*Directions*: If an entry contains a picture, omit that picture and transcribe everything else exactly.

*Data for this exercise*:
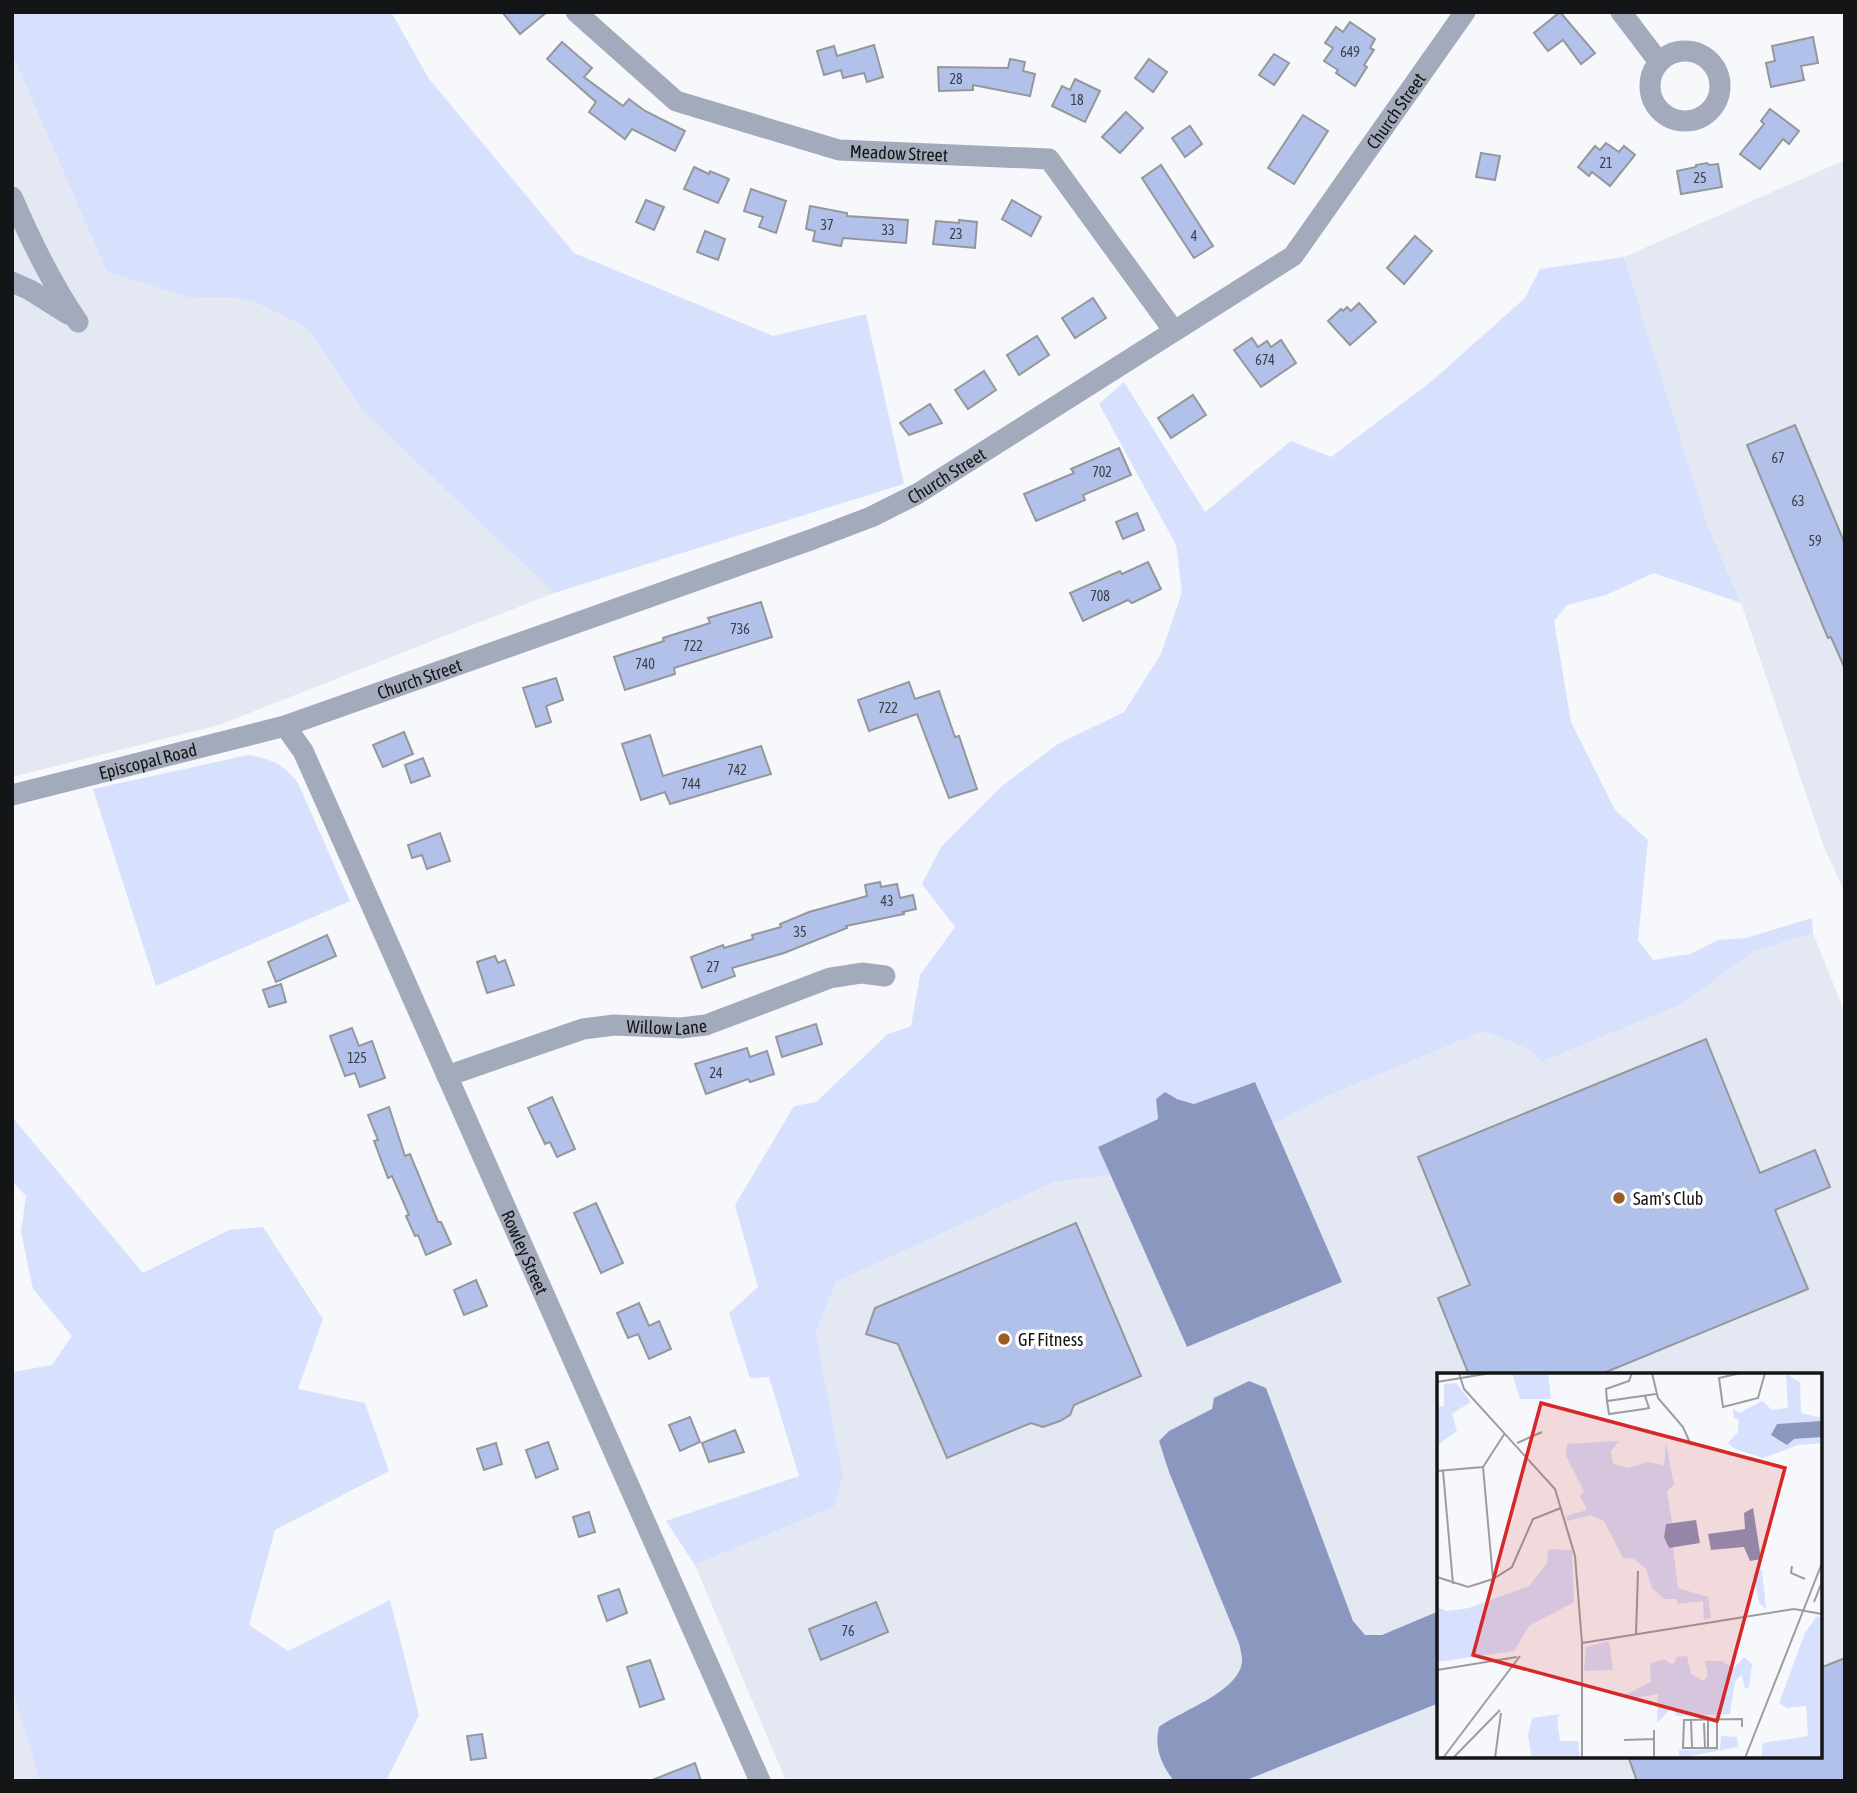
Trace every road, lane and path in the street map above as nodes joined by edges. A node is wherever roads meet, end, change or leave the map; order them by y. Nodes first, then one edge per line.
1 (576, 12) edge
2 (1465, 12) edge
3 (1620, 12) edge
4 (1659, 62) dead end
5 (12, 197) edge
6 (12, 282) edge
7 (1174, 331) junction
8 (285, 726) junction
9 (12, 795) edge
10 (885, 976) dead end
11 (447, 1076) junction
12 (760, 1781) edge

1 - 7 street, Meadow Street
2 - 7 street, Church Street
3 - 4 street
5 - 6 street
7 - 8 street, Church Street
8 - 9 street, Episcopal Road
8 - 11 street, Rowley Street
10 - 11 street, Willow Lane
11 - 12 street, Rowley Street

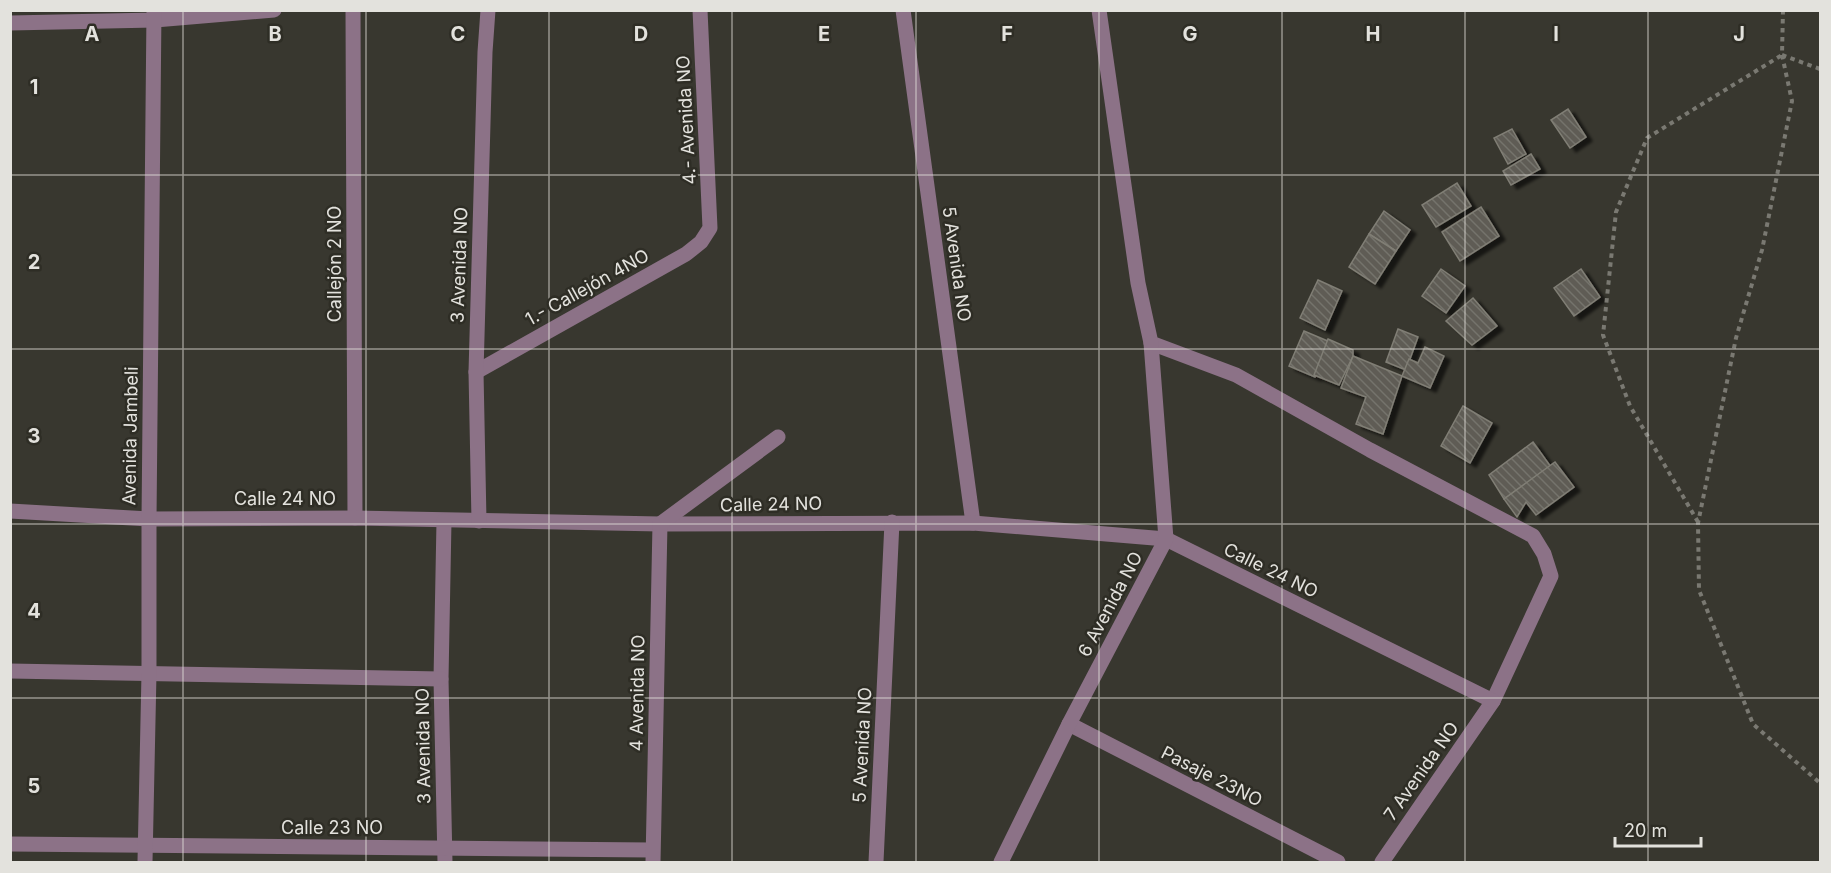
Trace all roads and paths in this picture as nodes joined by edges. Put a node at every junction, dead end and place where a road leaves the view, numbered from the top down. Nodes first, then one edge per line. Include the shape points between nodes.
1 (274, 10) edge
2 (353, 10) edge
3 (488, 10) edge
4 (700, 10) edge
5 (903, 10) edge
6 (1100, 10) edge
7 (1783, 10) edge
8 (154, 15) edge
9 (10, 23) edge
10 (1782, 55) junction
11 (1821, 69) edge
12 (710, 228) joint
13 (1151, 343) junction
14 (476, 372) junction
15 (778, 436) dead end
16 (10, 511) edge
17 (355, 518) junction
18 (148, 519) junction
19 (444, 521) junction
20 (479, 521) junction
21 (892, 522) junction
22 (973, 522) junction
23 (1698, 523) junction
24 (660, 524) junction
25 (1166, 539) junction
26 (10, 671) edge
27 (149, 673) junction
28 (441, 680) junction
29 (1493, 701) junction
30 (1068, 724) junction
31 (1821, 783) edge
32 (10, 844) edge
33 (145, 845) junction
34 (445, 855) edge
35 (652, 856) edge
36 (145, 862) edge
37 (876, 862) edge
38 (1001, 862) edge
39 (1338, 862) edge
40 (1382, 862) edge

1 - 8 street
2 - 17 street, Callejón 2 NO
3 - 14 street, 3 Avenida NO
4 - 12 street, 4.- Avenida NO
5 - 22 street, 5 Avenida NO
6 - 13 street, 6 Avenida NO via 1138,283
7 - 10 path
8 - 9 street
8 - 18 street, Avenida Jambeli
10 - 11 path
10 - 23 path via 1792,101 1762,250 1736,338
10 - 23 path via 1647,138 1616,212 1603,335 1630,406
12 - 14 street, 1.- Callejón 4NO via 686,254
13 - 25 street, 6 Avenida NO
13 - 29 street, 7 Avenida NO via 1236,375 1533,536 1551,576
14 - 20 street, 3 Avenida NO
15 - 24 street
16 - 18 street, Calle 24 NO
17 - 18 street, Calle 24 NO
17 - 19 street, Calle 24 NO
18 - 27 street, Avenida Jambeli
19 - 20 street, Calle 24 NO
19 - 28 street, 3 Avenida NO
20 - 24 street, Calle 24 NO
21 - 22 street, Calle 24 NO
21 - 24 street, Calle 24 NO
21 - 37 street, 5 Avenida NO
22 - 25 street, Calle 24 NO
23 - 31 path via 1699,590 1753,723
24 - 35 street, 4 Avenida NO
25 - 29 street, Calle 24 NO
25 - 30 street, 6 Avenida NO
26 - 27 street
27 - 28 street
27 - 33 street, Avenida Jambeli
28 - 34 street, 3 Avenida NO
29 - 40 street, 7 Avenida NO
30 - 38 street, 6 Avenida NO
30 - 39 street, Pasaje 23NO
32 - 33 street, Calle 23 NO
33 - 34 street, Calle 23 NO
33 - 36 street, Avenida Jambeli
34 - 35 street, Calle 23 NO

*Answer to this problem*:
Trace every road, lane and path in the street map above as nodes joined by edges. A node is wherever roads meet, end, change or leave the map; order them by y. Nodes first, then one edge per line.
1 (576, 12) edge
2 (1465, 12) edge
3 (1620, 12) edge
4 (1659, 62) dead end
5 (12, 197) edge
6 (12, 282) edge
7 (1174, 331) junction
8 (285, 726) junction
9 (12, 795) edge
10 (885, 976) dead end
11 (447, 1076) junction
12 (760, 1781) edge

1 - 7 street, Meadow Street
2 - 7 street, Church Street
3 - 4 street
5 - 6 street
7 - 8 street, Church Street
8 - 9 street, Episcopal Road
8 - 11 street, Rowley Street
10 - 11 street, Willow Lane
11 - 12 street, Rowley Street

Trace all roads and paths in this picture as nodes joined by edges. Put a node at every junction, dead end and place where a road leaves the view, numbered from the top down. Nodes first, then one edge per line. Include the shape points between nodes.
1 (274, 10) edge
2 (353, 10) edge
3 (488, 10) edge
4 (700, 10) edge
5 (903, 10) edge
6 (1100, 10) edge
7 (1783, 10) edge
8 (154, 15) edge
9 (10, 23) edge
10 (1782, 55) junction
11 (1821, 69) edge
12 (710, 228) joint
13 (1151, 343) junction
14 (476, 372) junction
15 (778, 436) dead end
16 (10, 511) edge
17 (355, 518) junction
18 (148, 519) junction
19 (444, 521) junction
20 (479, 521) junction
21 (892, 522) junction
22 (973, 522) junction
23 (1698, 523) junction
24 (660, 524) junction
25 (1166, 539) junction
26 (10, 671) edge
27 (149, 673) junction
28 (441, 680) junction
29 (1493, 701) junction
30 (1068, 724) junction
31 (1821, 783) edge
32 (10, 844) edge
33 (145, 845) junction
34 (445, 855) edge
35 (652, 856) edge
36 (145, 862) edge
37 (876, 862) edge
38 (1001, 862) edge
39 (1338, 862) edge
40 (1382, 862) edge

1 - 8 street
2 - 17 street, Callejón 2 NO
3 - 14 street, 3 Avenida NO
4 - 12 street, 4.- Avenida NO
5 - 22 street, 5 Avenida NO
6 - 13 street, 6 Avenida NO via 1138,283
7 - 10 path
8 - 9 street
8 - 18 street, Avenida Jambeli
10 - 11 path
10 - 23 path via 1792,101 1762,250 1736,338
10 - 23 path via 1647,138 1616,212 1603,335 1630,406
12 - 14 street, 1.- Callejón 4NO via 686,254
13 - 25 street, 6 Avenida NO
13 - 29 street, 7 Avenida NO via 1236,375 1533,536 1551,576
14 - 20 street, 3 Avenida NO
15 - 24 street
16 - 18 street, Calle 24 NO
17 - 18 street, Calle 24 NO
17 - 19 street, Calle 24 NO
18 - 27 street, Avenida Jambeli
19 - 20 street, Calle 24 NO
19 - 28 street, 3 Avenida NO
20 - 24 street, Calle 24 NO
21 - 22 street, Calle 24 NO
21 - 24 street, Calle 24 NO
21 - 37 street, 5 Avenida NO
22 - 25 street, Calle 24 NO
23 - 31 path via 1699,590 1753,723
24 - 35 street, 4 Avenida NO
25 - 29 street, Calle 24 NO
25 - 30 street, 6 Avenida NO
26 - 27 street
27 - 28 street
27 - 33 street, Avenida Jambeli
28 - 34 street, 3 Avenida NO
29 - 40 street, 7 Avenida NO
30 - 38 street, 6 Avenida NO
30 - 39 street, Pasaje 23NO
32 - 33 street, Calle 23 NO
33 - 34 street, Calle 23 NO
33 - 36 street, Avenida Jambeli
34 - 35 street, Calle 23 NO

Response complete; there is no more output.